噂が判断に及ぼす怖い効果

人は誰かを判断するときに感情の影響を強く受けます。

上司が部下を評価するときも完全に客観的な目で行うことは難しいです。

ときには信憑性の低い噂にさえ影響されることがあります。

自分についての悪い噂が流れたときに放っておくと大変なことになります。

いつの間にかそれが真実になっていることもあるのです。

信憑性のない情報でも人は判断材料にしている

噂レベルの情報であっても人が評価をするとき感情的な影響を与えます。

フンボルト大学の研究チームが参加者に写真を見せてその人の評価をしてもらうという実験を行いました。

そのときに写真の人物に対する情報も与えます。

1つは「いじめをしている」という確実な情報、もう1つは「いじめをしていると言われている」という不確実な噂です。

被験者の脳活動を測定する機器で判断時の脳波を調べました。

その結果、噂レベルの情報を与えられた場合でも判断に感情が影響していることが分かりました。

噂は時間が経つと真実として記憶される

噂には非常に怖い一面があります。

それはそのときは噂もしくはデマと言われても時間を置くと真実であると記憶が変化してしまうことがあるということです。
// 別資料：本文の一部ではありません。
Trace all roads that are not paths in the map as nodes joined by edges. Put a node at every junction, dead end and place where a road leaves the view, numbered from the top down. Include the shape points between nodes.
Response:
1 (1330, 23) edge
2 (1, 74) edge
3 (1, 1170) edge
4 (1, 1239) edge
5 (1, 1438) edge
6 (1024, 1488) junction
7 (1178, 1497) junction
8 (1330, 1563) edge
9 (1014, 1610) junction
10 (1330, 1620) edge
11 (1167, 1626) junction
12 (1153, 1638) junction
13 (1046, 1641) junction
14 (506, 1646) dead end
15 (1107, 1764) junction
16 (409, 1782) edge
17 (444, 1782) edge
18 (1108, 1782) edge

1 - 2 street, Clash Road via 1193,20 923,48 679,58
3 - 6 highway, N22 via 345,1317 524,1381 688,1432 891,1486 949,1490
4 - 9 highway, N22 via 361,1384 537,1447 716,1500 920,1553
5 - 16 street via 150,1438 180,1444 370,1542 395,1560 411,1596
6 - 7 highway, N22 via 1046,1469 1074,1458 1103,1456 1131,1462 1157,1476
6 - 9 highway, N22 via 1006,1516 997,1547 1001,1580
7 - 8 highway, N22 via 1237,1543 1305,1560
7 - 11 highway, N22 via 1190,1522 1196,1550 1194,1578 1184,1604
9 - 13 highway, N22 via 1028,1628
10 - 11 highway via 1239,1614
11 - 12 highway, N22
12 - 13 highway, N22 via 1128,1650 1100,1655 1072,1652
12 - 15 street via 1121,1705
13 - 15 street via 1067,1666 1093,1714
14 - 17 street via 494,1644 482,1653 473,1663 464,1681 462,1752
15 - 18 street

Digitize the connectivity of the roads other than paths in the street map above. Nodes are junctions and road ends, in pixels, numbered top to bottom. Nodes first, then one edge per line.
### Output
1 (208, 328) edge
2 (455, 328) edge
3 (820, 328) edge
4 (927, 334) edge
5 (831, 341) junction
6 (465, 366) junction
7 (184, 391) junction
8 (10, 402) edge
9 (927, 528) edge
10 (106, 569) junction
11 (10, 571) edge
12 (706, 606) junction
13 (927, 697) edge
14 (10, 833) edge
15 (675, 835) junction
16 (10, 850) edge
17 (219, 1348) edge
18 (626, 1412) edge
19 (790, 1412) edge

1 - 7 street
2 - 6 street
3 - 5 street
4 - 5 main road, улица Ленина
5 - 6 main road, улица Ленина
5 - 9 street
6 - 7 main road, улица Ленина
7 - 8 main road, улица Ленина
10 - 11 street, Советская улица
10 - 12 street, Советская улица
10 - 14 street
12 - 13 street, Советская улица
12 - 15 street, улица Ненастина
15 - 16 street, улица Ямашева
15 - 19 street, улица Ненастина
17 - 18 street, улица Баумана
特に噂の内容が衝撃的であるほどにこの現象は起こりやすくなります。

例えば「芸能人のAさんは不倫しているらしい」という噂が流れたとします。
でも後からよく調べてみたら一緒にいたのは兄弟だったということが判明します。

その直後は多くの人がデマだったと認識を持っています。

しかし時間が経つにつれて「不倫しているらしい」という記憶だけが残ります。
デマだったということは抜け落ちるのです。

そのためその芸能人は「不倫した人」というイメージで見られることがあります。

テレビ番組などで都市伝説が嘘だったということが放送されても数年経つと再びそれを信じる人が出るのはこういった理由によります。
たとえその番組を見ていたとしても記憶が変化してしまうのです。

噂を信じるようなレベルの人にどう思われてもかまわないと考えるかもしれません。

しかし噂を信じない人であっても数年後にはそれを真実と認識してしまうことがあります。
また噂が無意識に判断に影響をすることもあります。

自分が大切に思っている人に対してだけでもきちんとフォローしたほうが良いです。

参考文献:Baum J, et al. (2018). Clear judgments based on unclear evidence: Person evaluation is strongly influenced by untrustworthy gossip.